__Work item__
Output each of the entries exactly, skipping every picture they contain.

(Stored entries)
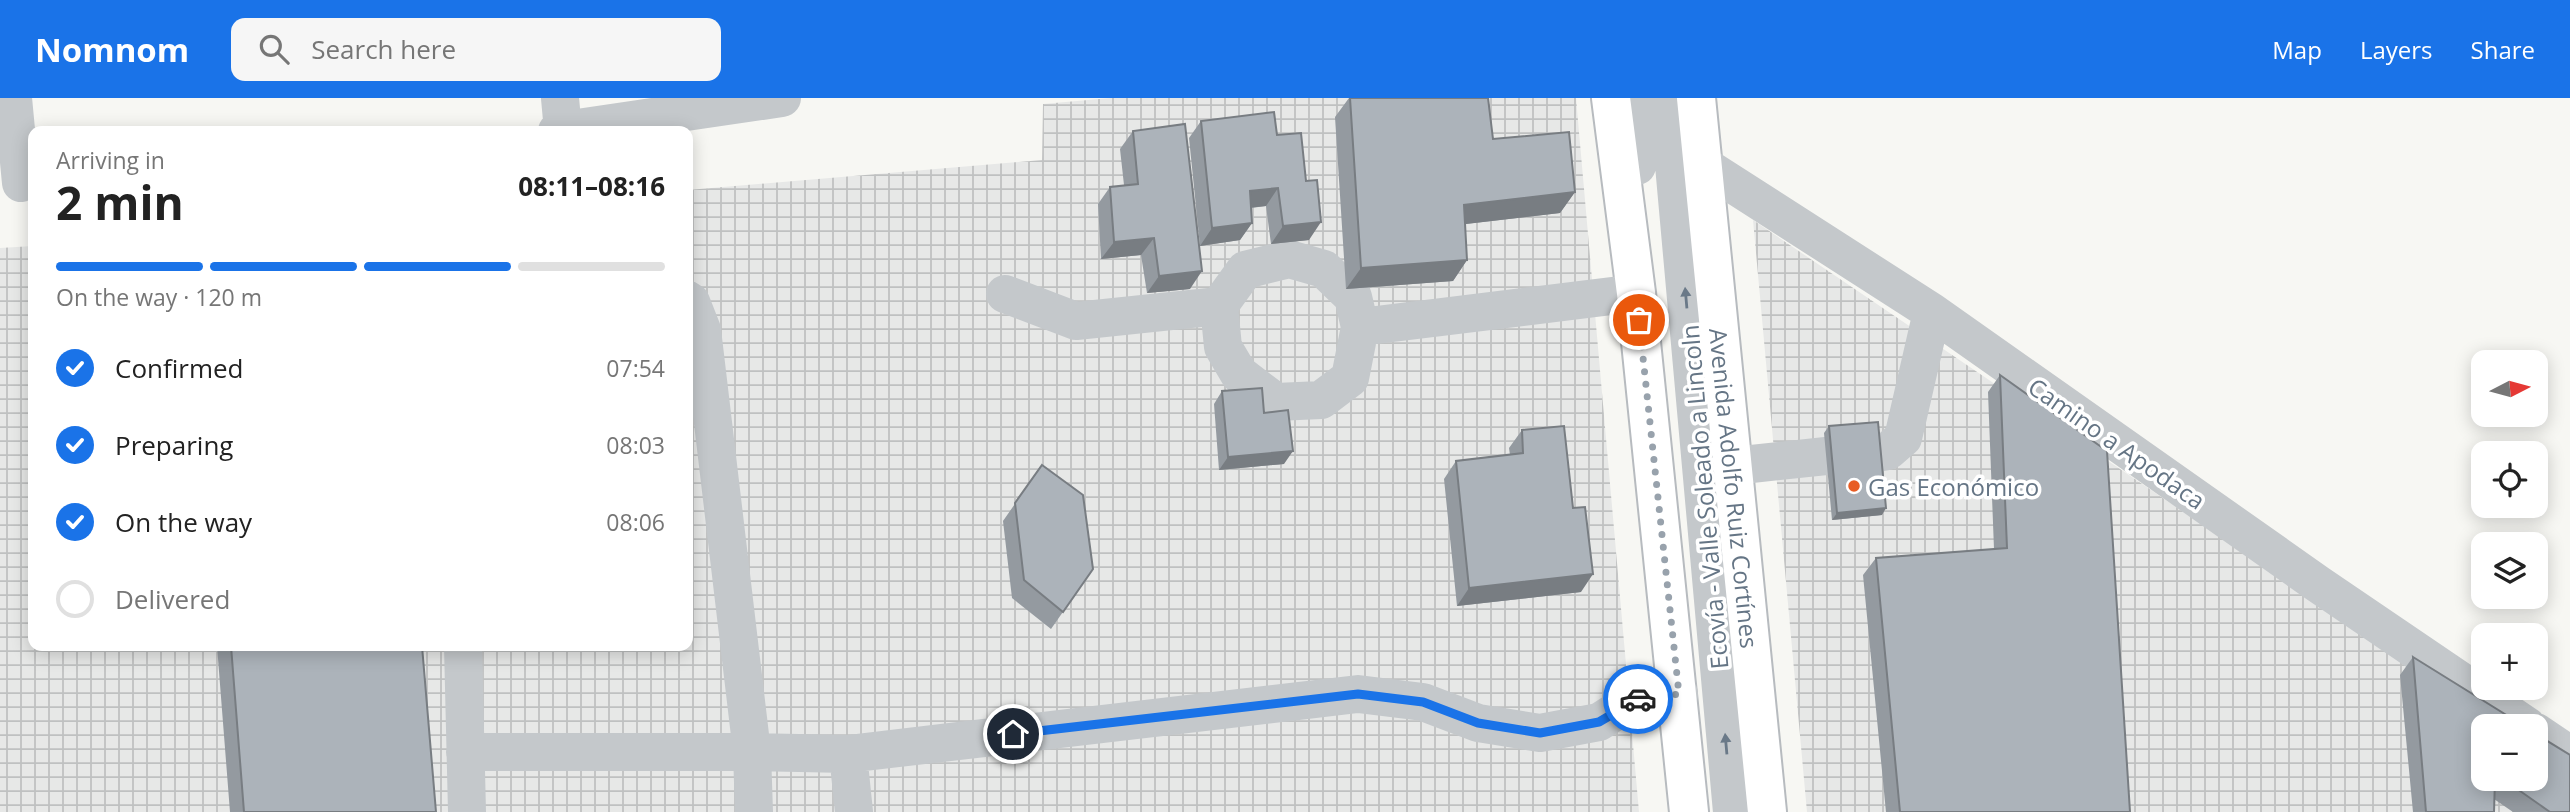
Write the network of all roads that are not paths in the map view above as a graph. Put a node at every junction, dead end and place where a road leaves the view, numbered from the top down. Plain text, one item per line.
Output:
1 (13, 98) edge
2 (560, 98) edge
3 (782, 98) edge
4 (1611, 98) edge
5 (1631, 98) edge
6 (1668, 98) edge
7 (1696, 98) edge
8 (563, 126) edge
9 (597, 126) edge
10 (1703, 165) junction
11 (18, 184) edge
12 (1005, 293) dead end
13 (1636, 293) junction
14 (1219, 306) junction
15 (693, 307) edge
16 (1932, 313) junction
17 (1360, 327) junction
18 (1876, 453) edge
19 (1826, 456) dead end
20 (1733, 466) junction
21 (463, 651) edge
22 (1679, 694) junction
23 (2509, 714) edge
24 (2548, 740) edge
25 (465, 752) junction
26 (752, 752) junction
27 (848, 754) junction
28 (2570, 755) edge
29 (467, 812) edge
30 (754, 812) edge
31 (854, 812) edge
32 (1689, 812) edge
33 (1695, 812) edge
34 (1732, 812) edge
35 (1767, 812) edge

1 - 11 street
2 - 8 street
3 - 9 street
4 - 13 main road
5 - 33 street
34 -> 6 street, Ecovía - Valle Soleado a Lincoln
7 - 10 main road, Avenida Adolfo Ruiz Cortínes
10 - 16 street, Camino a Apodaca
10 - 20 main road, Avenida Adolfo Ruiz Cortínes
12 - 14 street
13 - 17 street
13 - 22 main road
14 - 17 street
14 - 17 street
15 - 26 street
16 - 18 street
16 - 23 street, Camino a Apodaca
19 - 20 street
20 - 35 main road, Avenida Adolfo Ruiz Cortínes
21 - 25 street
22 - 27 street
22 - 32 main road
24 - 28 street
25 - 26 street
25 - 29 street
26 - 27 street
26 - 30 street
27 - 31 street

__Exercise output__
Write the network of all roads that are not paths in the map view above as a graph. Put a node at every junction, dead end and place where a road leaves the view, numbered from the top down. Plain text, one item per line.
Output:
1 (13, 98) edge
2 (560, 98) edge
3 (782, 98) edge
4 (1611, 98) edge
5 (1631, 98) edge
6 (1668, 98) edge
7 (1696, 98) edge
8 (563, 126) edge
9 (597, 126) edge
10 (1703, 165) junction
11 (18, 184) edge
12 (1005, 293) dead end
13 (1636, 293) junction
14 (1219, 306) junction
15 (693, 307) edge
16 (1932, 313) junction
17 (1360, 327) junction
18 (1876, 453) edge
19 (1826, 456) dead end
20 (1733, 466) junction
21 (463, 651) edge
22 (1679, 694) junction
23 (2509, 714) edge
24 (2548, 740) edge
25 (465, 752) junction
26 (752, 752) junction
27 (848, 754) junction
28 (2570, 755) edge
29 (467, 812) edge
30 (754, 812) edge
31 (854, 812) edge
32 (1689, 812) edge
33 (1695, 812) edge
34 (1732, 812) edge
35 (1767, 812) edge

1 - 11 street
2 - 8 street
3 - 9 street
4 - 13 main road
5 - 33 street
34 -> 6 street, Ecovía - Valle Soleado a Lincoln
7 - 10 main road, Avenida Adolfo Ruiz Cortínes
10 - 16 street, Camino a Apodaca
10 - 20 main road, Avenida Adolfo Ruiz Cortínes
12 - 14 street
13 - 17 street
13 - 22 main road
14 - 17 street
14 - 17 street
15 - 26 street
16 - 18 street
16 - 23 street, Camino a Apodaca
19 - 20 street
20 - 35 main road, Avenida Adolfo Ruiz Cortínes
21 - 25 street
22 - 27 street
22 - 32 main road
24 - 28 street
25 - 26 street
25 - 29 street
26 - 27 street
26 - 30 street
27 - 31 street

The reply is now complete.